**Problem requirements**
When you reach the entries below, transcribe each line word for word.
....................
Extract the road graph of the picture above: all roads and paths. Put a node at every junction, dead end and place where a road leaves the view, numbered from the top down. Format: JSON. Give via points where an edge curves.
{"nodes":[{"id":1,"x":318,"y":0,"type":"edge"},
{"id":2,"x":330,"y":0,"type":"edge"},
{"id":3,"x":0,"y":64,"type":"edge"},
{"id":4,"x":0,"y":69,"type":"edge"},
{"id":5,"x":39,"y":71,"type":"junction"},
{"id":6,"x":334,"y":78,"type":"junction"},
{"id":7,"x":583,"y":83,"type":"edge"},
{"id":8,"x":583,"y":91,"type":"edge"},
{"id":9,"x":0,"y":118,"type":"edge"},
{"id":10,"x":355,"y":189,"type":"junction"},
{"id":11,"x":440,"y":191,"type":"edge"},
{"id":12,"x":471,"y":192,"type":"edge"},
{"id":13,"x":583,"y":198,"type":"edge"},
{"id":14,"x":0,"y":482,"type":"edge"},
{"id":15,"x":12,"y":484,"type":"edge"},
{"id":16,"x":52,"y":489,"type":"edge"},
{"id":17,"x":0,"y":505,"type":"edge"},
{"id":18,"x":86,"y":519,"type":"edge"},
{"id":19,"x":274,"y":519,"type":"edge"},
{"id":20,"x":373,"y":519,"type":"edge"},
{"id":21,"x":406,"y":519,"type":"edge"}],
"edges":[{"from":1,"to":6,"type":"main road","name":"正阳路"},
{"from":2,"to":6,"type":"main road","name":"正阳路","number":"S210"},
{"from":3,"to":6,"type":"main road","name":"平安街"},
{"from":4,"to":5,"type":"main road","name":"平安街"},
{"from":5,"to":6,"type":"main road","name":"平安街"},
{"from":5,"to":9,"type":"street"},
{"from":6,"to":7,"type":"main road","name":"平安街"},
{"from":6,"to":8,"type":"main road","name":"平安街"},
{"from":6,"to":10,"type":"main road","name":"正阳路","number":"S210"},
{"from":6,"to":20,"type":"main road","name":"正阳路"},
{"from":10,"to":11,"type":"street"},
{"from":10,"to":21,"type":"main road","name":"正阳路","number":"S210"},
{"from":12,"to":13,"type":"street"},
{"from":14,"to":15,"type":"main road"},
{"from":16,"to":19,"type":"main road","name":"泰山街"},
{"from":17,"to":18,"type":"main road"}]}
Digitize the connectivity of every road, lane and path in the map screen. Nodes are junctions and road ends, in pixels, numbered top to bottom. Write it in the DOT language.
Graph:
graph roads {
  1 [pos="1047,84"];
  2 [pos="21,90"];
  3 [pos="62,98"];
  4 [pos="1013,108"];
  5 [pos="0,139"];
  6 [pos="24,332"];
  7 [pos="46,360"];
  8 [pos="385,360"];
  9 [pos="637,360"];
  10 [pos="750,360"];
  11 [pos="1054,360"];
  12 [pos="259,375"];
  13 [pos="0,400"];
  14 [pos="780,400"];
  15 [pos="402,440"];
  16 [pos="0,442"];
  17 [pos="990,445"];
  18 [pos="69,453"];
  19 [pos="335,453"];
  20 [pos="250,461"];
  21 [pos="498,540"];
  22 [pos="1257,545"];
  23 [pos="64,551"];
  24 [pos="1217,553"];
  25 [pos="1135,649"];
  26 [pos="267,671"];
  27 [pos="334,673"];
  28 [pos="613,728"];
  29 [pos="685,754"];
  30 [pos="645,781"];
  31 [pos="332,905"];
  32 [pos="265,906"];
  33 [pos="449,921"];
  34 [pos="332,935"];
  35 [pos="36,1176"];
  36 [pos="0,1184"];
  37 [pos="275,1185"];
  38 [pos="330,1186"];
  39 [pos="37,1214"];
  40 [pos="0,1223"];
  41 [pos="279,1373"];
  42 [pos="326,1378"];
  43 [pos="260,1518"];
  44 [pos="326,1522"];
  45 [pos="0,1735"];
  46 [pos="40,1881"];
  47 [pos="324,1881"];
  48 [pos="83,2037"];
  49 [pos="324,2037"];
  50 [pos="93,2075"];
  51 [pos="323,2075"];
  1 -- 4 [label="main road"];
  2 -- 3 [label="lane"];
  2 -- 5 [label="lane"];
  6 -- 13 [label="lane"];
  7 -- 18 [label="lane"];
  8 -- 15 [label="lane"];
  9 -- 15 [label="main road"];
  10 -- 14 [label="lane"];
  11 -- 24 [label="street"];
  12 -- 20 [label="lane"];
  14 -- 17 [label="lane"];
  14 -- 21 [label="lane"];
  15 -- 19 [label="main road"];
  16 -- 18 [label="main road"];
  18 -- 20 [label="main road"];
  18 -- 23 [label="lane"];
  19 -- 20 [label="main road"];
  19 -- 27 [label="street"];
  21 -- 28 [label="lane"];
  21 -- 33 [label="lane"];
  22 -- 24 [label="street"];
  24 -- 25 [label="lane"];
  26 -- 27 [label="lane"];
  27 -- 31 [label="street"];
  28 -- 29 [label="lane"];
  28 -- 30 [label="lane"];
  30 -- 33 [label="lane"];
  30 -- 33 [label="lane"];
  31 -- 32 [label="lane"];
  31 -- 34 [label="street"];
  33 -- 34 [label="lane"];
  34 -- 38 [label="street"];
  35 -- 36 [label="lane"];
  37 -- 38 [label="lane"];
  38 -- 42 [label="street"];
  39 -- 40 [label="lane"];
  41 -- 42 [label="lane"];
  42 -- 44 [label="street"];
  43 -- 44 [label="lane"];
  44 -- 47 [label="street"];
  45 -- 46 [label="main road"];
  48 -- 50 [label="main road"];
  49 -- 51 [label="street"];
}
....................
**Exercise answer**
Extract the road graph of the picture above: all roads and paths. Put a node at every junction, dead end and place where a road leaves the view, numbered from the top down. Format: JSON. Give via points where an edge curves.
{"nodes":[{"id":1,"x":318,"y":0,"type":"edge"},
{"id":2,"x":330,"y":0,"type":"edge"},
{"id":3,"x":0,"y":64,"type":"edge"},
{"id":4,"x":0,"y":69,"type":"edge"},
{"id":5,"x":39,"y":71,"type":"junction"},
{"id":6,"x":334,"y":78,"type":"junction"},
{"id":7,"x":583,"y":83,"type":"edge"},
{"id":8,"x":583,"y":91,"type":"edge"},
{"id":9,"x":0,"y":118,"type":"edge"},
{"id":10,"x":355,"y":189,"type":"junction"},
{"id":11,"x":440,"y":191,"type":"edge"},
{"id":12,"x":471,"y":192,"type":"edge"},
{"id":13,"x":583,"y":198,"type":"edge"},
{"id":14,"x":0,"y":482,"type":"edge"},
{"id":15,"x":12,"y":484,"type":"edge"},
{"id":16,"x":52,"y":489,"type":"edge"},
{"id":17,"x":0,"y":505,"type":"edge"},
{"id":18,"x":86,"y":519,"type":"edge"},
{"id":19,"x":274,"y":519,"type":"edge"},
{"id":20,"x":373,"y":519,"type":"edge"},
{"id":21,"x":406,"y":519,"type":"edge"}],
"edges":[{"from":1,"to":6,"type":"main road","name":"正阳路"},
{"from":2,"to":6,"type":"main road","name":"正阳路","number":"S210"},
{"from":3,"to":6,"type":"main road","name":"平安街"},
{"from":4,"to":5,"type":"main road","name":"平安街"},
{"from":5,"to":6,"type":"main road","name":"平安街"},
{"from":5,"to":9,"type":"street"},
{"from":6,"to":7,"type":"main road","name":"平安街"},
{"from":6,"to":8,"type":"main road","name":"平安街"},
{"from":6,"to":10,"type":"main road","name":"正阳路","number":"S210"},
{"from":6,"to":20,"type":"main road","name":"正阳路"},
{"from":10,"to":11,"type":"street"},
{"from":10,"to":21,"type":"main road","name":"正阳路","number":"S210"},
{"from":12,"to":13,"type":"street"},
{"from":14,"to":15,"type":"main road"},
{"from":16,"to":19,"type":"main road","name":"泰山街"},
{"from":17,"to":18,"type":"main road"}]}
Digitize the connectivity of every road, lane and path in the map screen. Nodes are junctions and road ends, in pixels, numbered top to bottom. Write it in the DOT language.
Graph:
graph roads {
  1 [pos="1047,84"];
  2 [pos="21,90"];
  3 [pos="62,98"];
  4 [pos="1013,108"];
  5 [pos="0,139"];
  6 [pos="24,332"];
  7 [pos="46,360"];
  8 [pos="385,360"];
  9 [pos="637,360"];
  10 [pos="750,360"];
  11 [pos="1054,360"];
  12 [pos="259,375"];
  13 [pos="0,400"];
  14 [pos="780,400"];
  15 [pos="402,440"];
  16 [pos="0,442"];
  17 [pos="990,445"];
  18 [pos="69,453"];
  19 [pos="335,453"];
  20 [pos="250,461"];
  21 [pos="498,540"];
  22 [pos="1257,545"];
  23 [pos="64,551"];
  24 [pos="1217,553"];
  25 [pos="1135,649"];
  26 [pos="267,671"];
  27 [pos="334,673"];
  28 [pos="613,728"];
  29 [pos="685,754"];
  30 [pos="645,781"];
  31 [pos="332,905"];
  32 [pos="265,906"];
  33 [pos="449,921"];
  34 [pos="332,935"];
  35 [pos="36,1176"];
  36 [pos="0,1184"];
  37 [pos="275,1185"];
  38 [pos="330,1186"];
  39 [pos="37,1214"];
  40 [pos="0,1223"];
  41 [pos="279,1373"];
  42 [pos="326,1378"];
  43 [pos="260,1518"];
  44 [pos="326,1522"];
  45 [pos="0,1735"];
  46 [pos="40,1881"];
  47 [pos="324,1881"];
  48 [pos="83,2037"];
  49 [pos="324,2037"];
  50 [pos="93,2075"];
  51 [pos="323,2075"];
  1 -- 4 [label="main road"];
  2 -- 3 [label="lane"];
  2 -- 5 [label="lane"];
  6 -- 13 [label="lane"];
  7 -- 18 [label="lane"];
  8 -- 15 [label="lane"];
  9 -- 15 [label="main road"];
  10 -- 14 [label="lane"];
  11 -- 24 [label="street"];
  12 -- 20 [label="lane"];
  14 -- 17 [label="lane"];
  14 -- 21 [label="lane"];
  15 -- 19 [label="main road"];
  16 -- 18 [label="main road"];
  18 -- 20 [label="main road"];
  18 -- 23 [label="lane"];
  19 -- 20 [label="main road"];
  19 -- 27 [label="street"];
  21 -- 28 [label="lane"];
  21 -- 33 [label="lane"];
  22 -- 24 [label="street"];
  24 -- 25 [label="lane"];
  26 -- 27 [label="lane"];
  27 -- 31 [label="street"];
  28 -- 29 [label="lane"];
  28 -- 30 [label="lane"];
  30 -- 33 [label="lane"];
  30 -- 33 [label="lane"];
  31 -- 32 [label="lane"];
  31 -- 34 [label="street"];
  33 -- 34 [label="lane"];
  34 -- 38 [label="street"];
  35 -- 36 [label="lane"];
  37 -- 38 [label="lane"];
  38 -- 42 [label="street"];
  39 -- 40 [label="lane"];
  41 -- 42 [label="lane"];
  42 -- 44 [label="street"];
  43 -- 44 [label="lane"];
  44 -- 47 [label="street"];
  45 -- 46 [label="main road"];
  48 -- 50 [label="main road"];
  49 -- 51 [label="street"];
}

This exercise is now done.